● **Provided records**:
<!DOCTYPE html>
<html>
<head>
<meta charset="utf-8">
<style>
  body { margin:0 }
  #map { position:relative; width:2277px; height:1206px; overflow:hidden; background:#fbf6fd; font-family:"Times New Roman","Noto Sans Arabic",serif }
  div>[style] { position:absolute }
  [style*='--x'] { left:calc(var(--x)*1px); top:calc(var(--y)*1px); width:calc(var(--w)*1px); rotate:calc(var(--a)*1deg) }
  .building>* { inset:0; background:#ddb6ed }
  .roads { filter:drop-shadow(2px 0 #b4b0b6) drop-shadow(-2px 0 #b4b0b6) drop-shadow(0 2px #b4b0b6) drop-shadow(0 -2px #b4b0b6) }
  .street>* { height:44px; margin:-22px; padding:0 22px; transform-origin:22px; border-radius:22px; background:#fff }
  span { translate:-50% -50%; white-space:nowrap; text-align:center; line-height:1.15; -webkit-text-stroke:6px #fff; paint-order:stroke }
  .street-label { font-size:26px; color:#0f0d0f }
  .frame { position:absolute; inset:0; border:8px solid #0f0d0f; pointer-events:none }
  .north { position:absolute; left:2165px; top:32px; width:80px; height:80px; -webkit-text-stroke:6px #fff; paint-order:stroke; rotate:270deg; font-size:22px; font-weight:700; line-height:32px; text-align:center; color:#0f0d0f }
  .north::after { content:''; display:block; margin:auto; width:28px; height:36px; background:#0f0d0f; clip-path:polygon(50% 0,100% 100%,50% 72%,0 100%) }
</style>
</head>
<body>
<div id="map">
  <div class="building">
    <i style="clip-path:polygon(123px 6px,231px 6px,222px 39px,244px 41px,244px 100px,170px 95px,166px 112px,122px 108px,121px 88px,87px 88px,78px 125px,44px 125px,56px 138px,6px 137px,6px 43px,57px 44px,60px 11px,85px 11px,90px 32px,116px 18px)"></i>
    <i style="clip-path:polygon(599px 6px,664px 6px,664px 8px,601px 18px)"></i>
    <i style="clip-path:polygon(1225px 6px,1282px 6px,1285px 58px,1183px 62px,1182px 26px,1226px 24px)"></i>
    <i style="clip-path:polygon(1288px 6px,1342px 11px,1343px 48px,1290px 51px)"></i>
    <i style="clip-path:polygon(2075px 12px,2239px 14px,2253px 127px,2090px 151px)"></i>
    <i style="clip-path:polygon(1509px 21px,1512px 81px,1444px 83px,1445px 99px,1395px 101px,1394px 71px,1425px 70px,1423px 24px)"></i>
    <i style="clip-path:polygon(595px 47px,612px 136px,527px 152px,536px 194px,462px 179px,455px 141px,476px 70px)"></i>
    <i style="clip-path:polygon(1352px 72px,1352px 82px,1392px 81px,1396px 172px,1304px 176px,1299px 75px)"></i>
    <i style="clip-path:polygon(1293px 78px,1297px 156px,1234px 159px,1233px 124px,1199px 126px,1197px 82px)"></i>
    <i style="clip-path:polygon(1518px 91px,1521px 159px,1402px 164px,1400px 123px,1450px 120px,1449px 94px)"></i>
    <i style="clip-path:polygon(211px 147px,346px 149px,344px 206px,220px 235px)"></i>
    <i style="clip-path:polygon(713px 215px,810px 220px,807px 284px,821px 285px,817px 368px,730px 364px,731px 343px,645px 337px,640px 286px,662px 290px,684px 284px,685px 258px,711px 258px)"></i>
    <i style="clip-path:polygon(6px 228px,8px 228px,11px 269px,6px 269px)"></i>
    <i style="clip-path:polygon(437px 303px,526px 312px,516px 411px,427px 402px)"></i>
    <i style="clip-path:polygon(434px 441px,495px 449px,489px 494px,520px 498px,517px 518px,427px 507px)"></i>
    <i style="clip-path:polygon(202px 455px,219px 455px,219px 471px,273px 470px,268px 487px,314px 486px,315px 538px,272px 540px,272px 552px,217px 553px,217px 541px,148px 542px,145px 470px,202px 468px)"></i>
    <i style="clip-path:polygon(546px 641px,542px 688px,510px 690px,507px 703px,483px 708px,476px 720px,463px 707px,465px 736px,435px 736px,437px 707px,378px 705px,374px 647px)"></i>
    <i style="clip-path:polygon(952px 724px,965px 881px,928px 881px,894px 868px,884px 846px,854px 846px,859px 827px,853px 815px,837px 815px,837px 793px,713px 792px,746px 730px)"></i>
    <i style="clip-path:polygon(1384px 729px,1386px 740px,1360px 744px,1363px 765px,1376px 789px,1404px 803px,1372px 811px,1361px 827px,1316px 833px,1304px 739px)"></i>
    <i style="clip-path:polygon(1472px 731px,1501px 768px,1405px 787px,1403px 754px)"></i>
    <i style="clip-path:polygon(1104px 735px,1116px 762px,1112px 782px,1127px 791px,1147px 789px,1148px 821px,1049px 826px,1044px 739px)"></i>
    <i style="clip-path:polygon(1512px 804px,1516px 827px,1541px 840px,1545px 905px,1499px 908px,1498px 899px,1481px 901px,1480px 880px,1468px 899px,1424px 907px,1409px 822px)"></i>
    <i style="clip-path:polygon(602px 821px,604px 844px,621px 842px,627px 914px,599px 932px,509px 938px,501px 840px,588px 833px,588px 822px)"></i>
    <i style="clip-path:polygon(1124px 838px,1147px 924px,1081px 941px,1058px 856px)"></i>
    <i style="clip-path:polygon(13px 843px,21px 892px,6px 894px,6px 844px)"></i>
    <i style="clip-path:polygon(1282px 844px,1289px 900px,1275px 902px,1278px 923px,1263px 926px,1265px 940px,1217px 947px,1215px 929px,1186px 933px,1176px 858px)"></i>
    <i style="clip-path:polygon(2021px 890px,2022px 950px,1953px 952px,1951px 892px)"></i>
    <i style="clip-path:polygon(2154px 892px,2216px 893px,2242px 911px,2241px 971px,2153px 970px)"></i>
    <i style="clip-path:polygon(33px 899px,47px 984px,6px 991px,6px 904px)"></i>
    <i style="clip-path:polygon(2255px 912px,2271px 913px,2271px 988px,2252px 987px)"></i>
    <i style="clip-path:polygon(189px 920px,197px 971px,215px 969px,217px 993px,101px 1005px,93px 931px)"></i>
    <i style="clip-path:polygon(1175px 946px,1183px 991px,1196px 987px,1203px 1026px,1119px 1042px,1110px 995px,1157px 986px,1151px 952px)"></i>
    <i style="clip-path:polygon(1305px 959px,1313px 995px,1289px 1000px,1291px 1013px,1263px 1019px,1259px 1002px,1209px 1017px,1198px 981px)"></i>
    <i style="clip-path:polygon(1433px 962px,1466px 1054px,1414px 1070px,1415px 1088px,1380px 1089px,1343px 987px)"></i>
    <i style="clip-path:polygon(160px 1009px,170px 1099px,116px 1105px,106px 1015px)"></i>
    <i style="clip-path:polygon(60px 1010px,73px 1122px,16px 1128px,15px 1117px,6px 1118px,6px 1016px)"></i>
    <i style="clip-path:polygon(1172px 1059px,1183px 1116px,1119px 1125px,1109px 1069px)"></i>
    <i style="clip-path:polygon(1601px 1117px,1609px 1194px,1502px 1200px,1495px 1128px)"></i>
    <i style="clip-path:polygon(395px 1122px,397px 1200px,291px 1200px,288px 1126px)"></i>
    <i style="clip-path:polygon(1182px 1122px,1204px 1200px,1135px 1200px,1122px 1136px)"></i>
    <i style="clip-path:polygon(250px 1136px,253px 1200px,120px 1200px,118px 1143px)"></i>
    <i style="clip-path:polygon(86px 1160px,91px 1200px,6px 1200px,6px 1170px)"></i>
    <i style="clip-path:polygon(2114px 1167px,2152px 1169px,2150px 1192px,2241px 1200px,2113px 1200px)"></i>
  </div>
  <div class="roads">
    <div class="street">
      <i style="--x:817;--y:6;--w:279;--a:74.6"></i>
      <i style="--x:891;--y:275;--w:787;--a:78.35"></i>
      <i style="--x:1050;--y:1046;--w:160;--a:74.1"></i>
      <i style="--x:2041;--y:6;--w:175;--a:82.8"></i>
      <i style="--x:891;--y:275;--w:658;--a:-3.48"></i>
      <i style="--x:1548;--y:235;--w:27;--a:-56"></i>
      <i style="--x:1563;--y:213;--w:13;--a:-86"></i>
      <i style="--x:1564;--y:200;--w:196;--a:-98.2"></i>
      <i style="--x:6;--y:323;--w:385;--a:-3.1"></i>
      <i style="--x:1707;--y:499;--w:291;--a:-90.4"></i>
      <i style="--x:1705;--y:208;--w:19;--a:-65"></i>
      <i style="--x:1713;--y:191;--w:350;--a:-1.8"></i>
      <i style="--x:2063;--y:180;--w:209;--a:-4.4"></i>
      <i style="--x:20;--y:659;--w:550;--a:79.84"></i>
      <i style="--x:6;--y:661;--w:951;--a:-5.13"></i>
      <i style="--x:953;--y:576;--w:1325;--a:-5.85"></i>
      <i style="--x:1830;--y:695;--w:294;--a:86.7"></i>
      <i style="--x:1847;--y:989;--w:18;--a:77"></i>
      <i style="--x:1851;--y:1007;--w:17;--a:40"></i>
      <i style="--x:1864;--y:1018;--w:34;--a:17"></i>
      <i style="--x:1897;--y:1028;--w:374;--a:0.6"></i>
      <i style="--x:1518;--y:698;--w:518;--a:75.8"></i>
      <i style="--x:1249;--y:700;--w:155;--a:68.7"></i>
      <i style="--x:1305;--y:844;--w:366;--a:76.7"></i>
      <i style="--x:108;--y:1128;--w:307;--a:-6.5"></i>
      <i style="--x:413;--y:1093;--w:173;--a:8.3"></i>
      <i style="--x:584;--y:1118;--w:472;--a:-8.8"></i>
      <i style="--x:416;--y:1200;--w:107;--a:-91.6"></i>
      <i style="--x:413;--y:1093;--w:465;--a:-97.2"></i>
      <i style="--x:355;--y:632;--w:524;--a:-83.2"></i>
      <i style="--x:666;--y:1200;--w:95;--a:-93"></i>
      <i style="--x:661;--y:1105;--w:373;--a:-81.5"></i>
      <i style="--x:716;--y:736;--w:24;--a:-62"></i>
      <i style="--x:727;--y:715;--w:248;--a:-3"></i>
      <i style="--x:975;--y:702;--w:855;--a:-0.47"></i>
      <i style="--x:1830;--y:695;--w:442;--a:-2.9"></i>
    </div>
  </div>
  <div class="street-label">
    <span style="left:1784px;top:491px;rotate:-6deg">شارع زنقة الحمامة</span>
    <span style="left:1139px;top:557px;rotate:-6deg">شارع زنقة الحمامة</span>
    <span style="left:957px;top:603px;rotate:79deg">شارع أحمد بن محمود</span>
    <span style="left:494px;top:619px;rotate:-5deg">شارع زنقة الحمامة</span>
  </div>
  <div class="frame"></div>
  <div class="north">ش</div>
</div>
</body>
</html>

● **Aim of the exercise**: Beginning with the first line of the listing above, please write out every line exactly until you reach the line that contains "filter:drop-shadow(2px 0 #b4b0b6)", and include that one too.

● **Answer to the problem**:
<!DOCTYPE html>
<html>
<head>
<meta charset="utf-8">
<style>
  body { margin:0 }
  #map { position:relative; width:2277px; height:1206px; overflow:hidden; background:#fbf6fd; font-family:"Times New Roman","Noto Sans Arabic",serif }
  div>[style] { position:absolute }
  [style*='--x'] { left:calc(var(--x)*1px); top:calc(var(--y)*1px); width:calc(var(--w)*1px); rotate:calc(var(--a)*1deg) }
  .building>* { inset:0; background:#ddb6ed }
  .roads { filter:drop-shadow(2px 0 #b4b0b6) drop-shadow(-2px 0 #b4b0b6) drop-shadow(0 2px #b4b0b6) drop-shadow(0 -2px #b4b0b6) }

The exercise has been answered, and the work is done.